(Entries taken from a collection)
------------

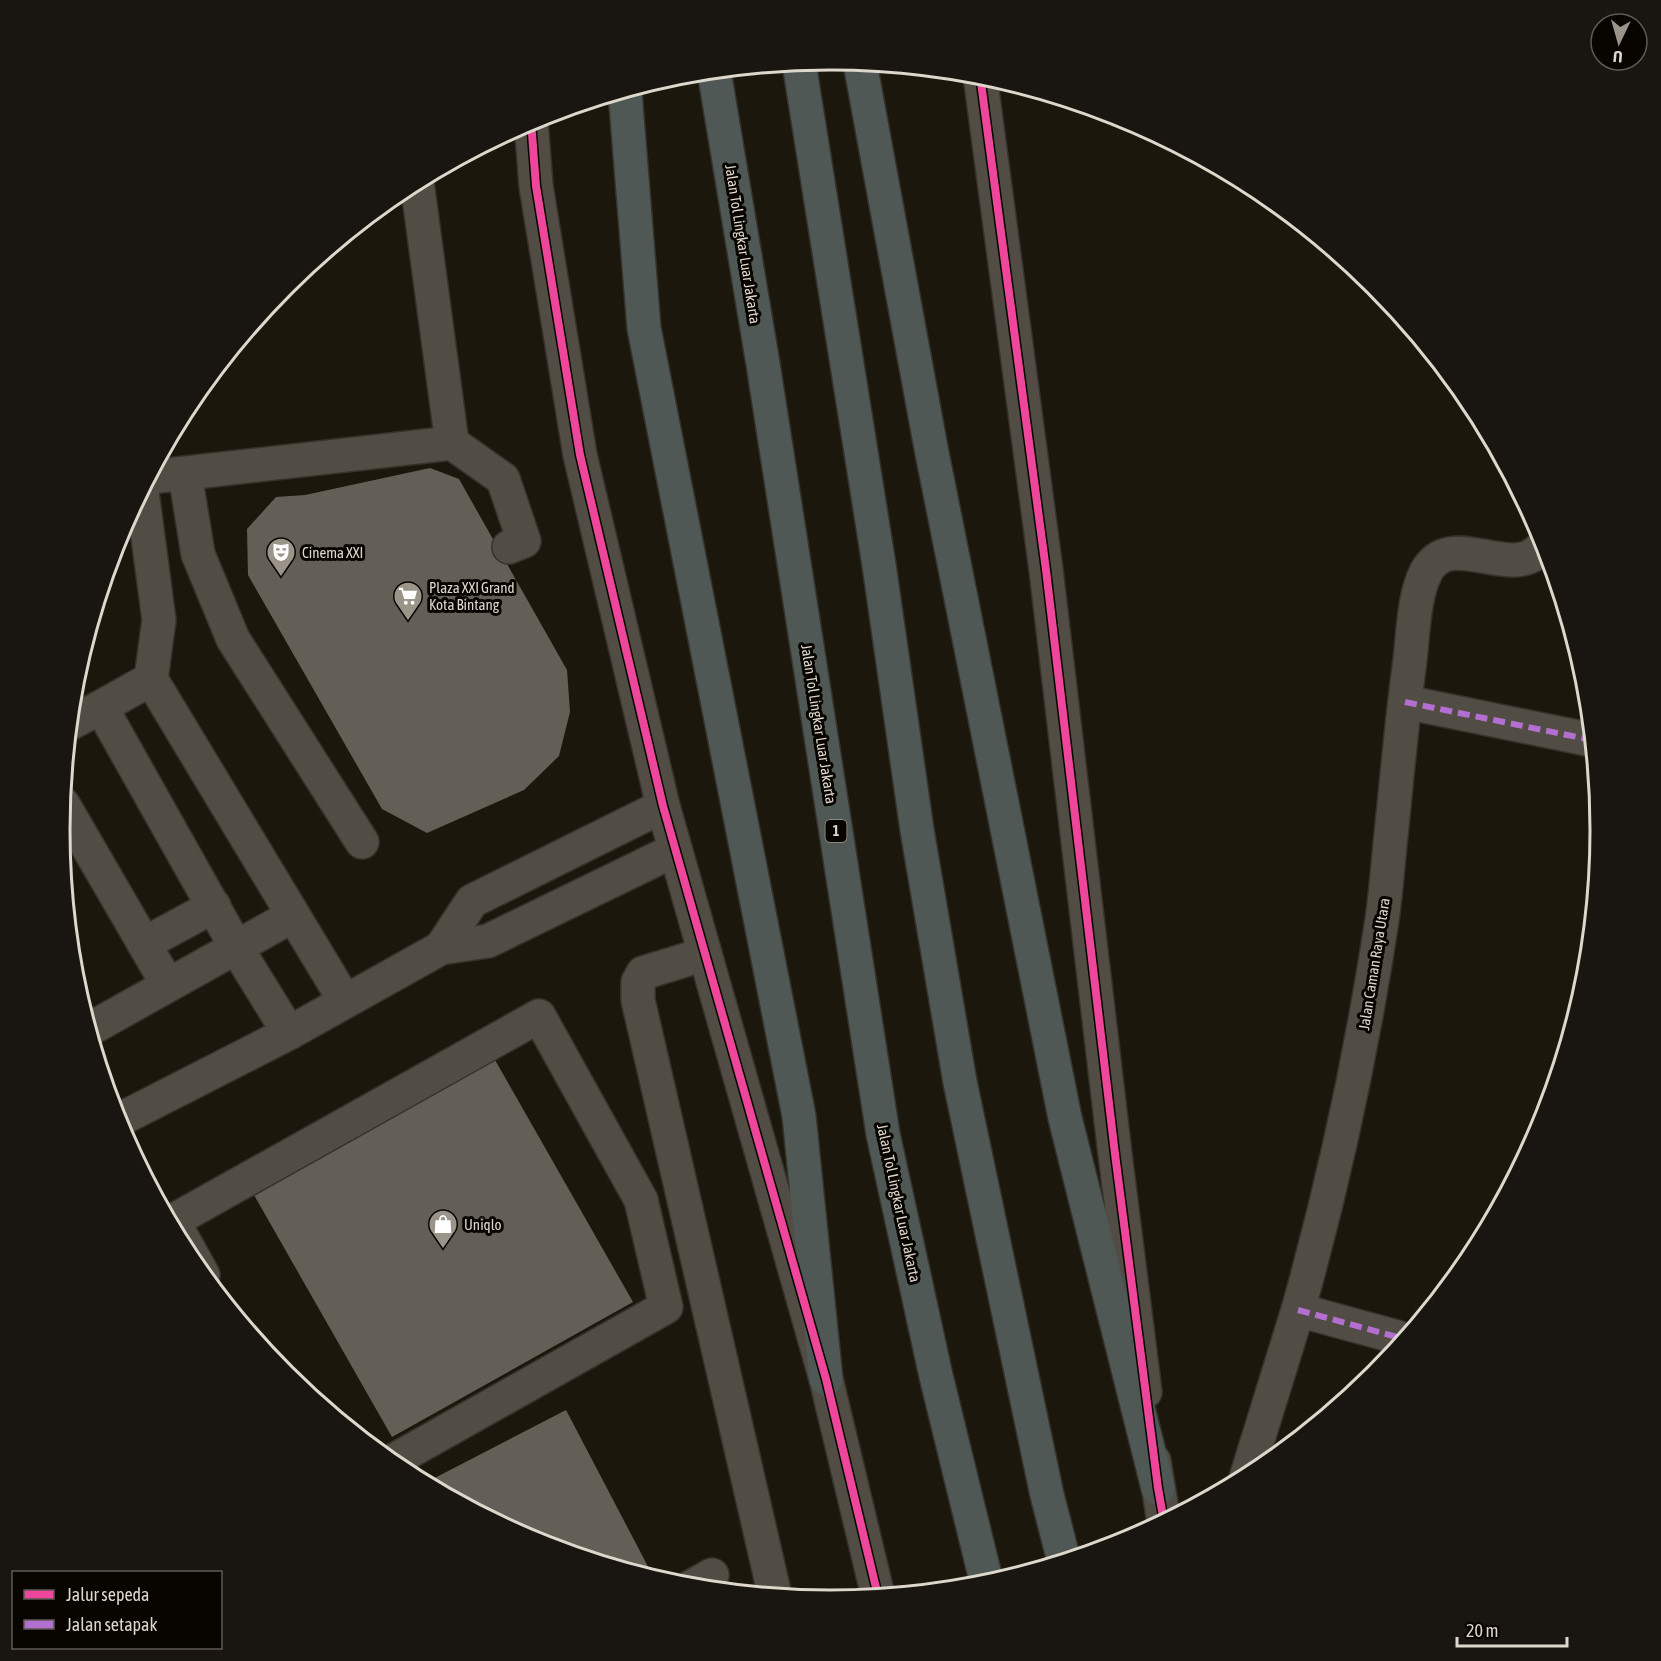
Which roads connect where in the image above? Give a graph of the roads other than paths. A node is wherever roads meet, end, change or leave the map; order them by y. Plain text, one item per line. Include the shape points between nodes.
1 (800, 71) edge
2 (862, 71) edge
3 (715, 80) edge
4 (981, 86) edge
5 (626, 99) edge
6 (532, 132) edge
7 (418, 192) edge
8 (452, 443) junction
9 (185, 474) junction
10 (158, 476) edge
11 (144, 505) edge
12 (509, 547) dead end
13 (1537, 552) edge
14 (151, 679) junction
15 (1404, 702) junction
16 (101, 707) junction
17 (79, 719) edge
18 (1585, 739) edge
19 (663, 806) junction
20 (71, 817) edge
21 (362, 842) dead end
22 (675, 850) junction
23 (214, 906) junction
24 (292, 916) junction
25 (144, 944) junction
26 (236, 947) junction
27 (441, 948) junction
28 (705, 954) junction
29 (168, 985) junction
30 (345, 1001) junction
31 (96, 1026) edge
32 (289, 1033) junction
33 (126, 1115) edge
34 (178, 1219) edge
35 (1298, 1310) junction
36 (1397, 1337) dead end
37 (826, 1380) junction
38 (401, 1457) edge
39 (1250, 1464) edge
40 (1158, 1488) junction
41 (1163, 1514) edge
42 (1062, 1554) edge
43 (985, 1575) edge
44 (773, 1588) edge
45 (876, 1589) edge

1 - 42 highway via 917,830 960,1082
2 - 40 highway via 931,448 1065,1118
3 - 43 highway, Jalan Tol Lingkar Luar Jakarta / 1 via 764,364 883,1134
4 - 40 street via 1046,570
5 - 37 highway via 644,328 799,1116
6 - 19 street via 536,186 580,455
7 - 8 street
8 - 9 street
8 - 12 street via 503,479 524,541
9 - 10 street
9 - 21 street via 198,554 233,639
11 - 14 street via 159,620
13 - 15 street, Jalan Caman Raya Utara via 1516,560 1459,552 1435,560 1422,584
14 - 16 street
14 - 24 street
15 - 18 street
15 - 35 street, Jalan Caman Raya Utara via 1383,917 1363,1032
16 - 17 street
16 - 23 street
19 - 22 street
19 - 27 street via 472,901
20 - 25 street
22 - 27 street via 488,941
22 - 28 street
23 - 25 street
23 - 26 street
24 - 26 street
24 - 30 street
25 - 29 street
26 - 29 street
26 - 32 street
27 - 30 street
28 - 37 street
28 - 44 street via 643,973 638,982 638,1000
29 - 31 street
30 - 32 street
32 - 33 street
34 - 38 street via 539,1016 641,1200 666,1307
35 - 36 street
35 - 39 street, Jalan Caman Raya Utara
37 - 45 street
40 - 41 street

------------

#### Description of the task:
Return every record exactly. Pictures stay out.

#### Response to the exercise:
Which roads connect where in the image above? Give a graph of the roads other than paths. A node is wherever roads meet, end, change or leave the map; order them by y. Plain text, one item per line. Include the shape points between nodes.
1 (800, 71) edge
2 (862, 71) edge
3 (715, 80) edge
4 (981, 86) edge
5 (626, 99) edge
6 (532, 132) edge
7 (418, 192) edge
8 (452, 443) junction
9 (185, 474) junction
10 (158, 476) edge
11 (144, 505) edge
12 (509, 547) dead end
13 (1537, 552) edge
14 (151, 679) junction
15 (1404, 702) junction
16 (101, 707) junction
17 (79, 719) edge
18 (1585, 739) edge
19 (663, 806) junction
20 (71, 817) edge
21 (362, 842) dead end
22 (675, 850) junction
23 (214, 906) junction
24 (292, 916) junction
25 (144, 944) junction
26 (236, 947) junction
27 (441, 948) junction
28 (705, 954) junction
29 (168, 985) junction
30 (345, 1001) junction
31 (96, 1026) edge
32 (289, 1033) junction
33 (126, 1115) edge
34 (178, 1219) edge
35 (1298, 1310) junction
36 (1397, 1337) dead end
37 (826, 1380) junction
38 (401, 1457) edge
39 (1250, 1464) edge
40 (1158, 1488) junction
41 (1163, 1514) edge
42 (1062, 1554) edge
43 (985, 1575) edge
44 (773, 1588) edge
45 (876, 1589) edge

1 - 42 highway via 917,830 960,1082
2 - 40 highway via 931,448 1065,1118
3 - 43 highway, Jalan Tol Lingkar Luar Jakarta / 1 via 764,364 883,1134
4 - 40 street via 1046,570
5 - 37 highway via 644,328 799,1116
6 - 19 street via 536,186 580,455
7 - 8 street
8 - 9 street
8 - 12 street via 503,479 524,541
9 - 10 street
9 - 21 street via 198,554 233,639
11 - 14 street via 159,620
13 - 15 street, Jalan Caman Raya Utara via 1516,560 1459,552 1435,560 1422,584
14 - 16 street
14 - 24 street
15 - 18 street
15 - 35 street, Jalan Caman Raya Utara via 1383,917 1363,1032
16 - 17 street
16 - 23 street
19 - 22 street
19 - 27 street via 472,901
20 - 25 street
22 - 27 street via 488,941
22 - 28 street
23 - 25 street
23 - 26 street
24 - 26 street
24 - 30 street
25 - 29 street
26 - 29 street
26 - 32 street
27 - 30 street
28 - 37 street
28 - 44 street via 643,973 638,982 638,1000
29 - 31 street
30 - 32 street
32 - 33 street
34 - 38 street via 539,1016 641,1200 666,1307
35 - 36 street
35 - 39 street, Jalan Caman Raya Utara
37 - 45 street
40 - 41 street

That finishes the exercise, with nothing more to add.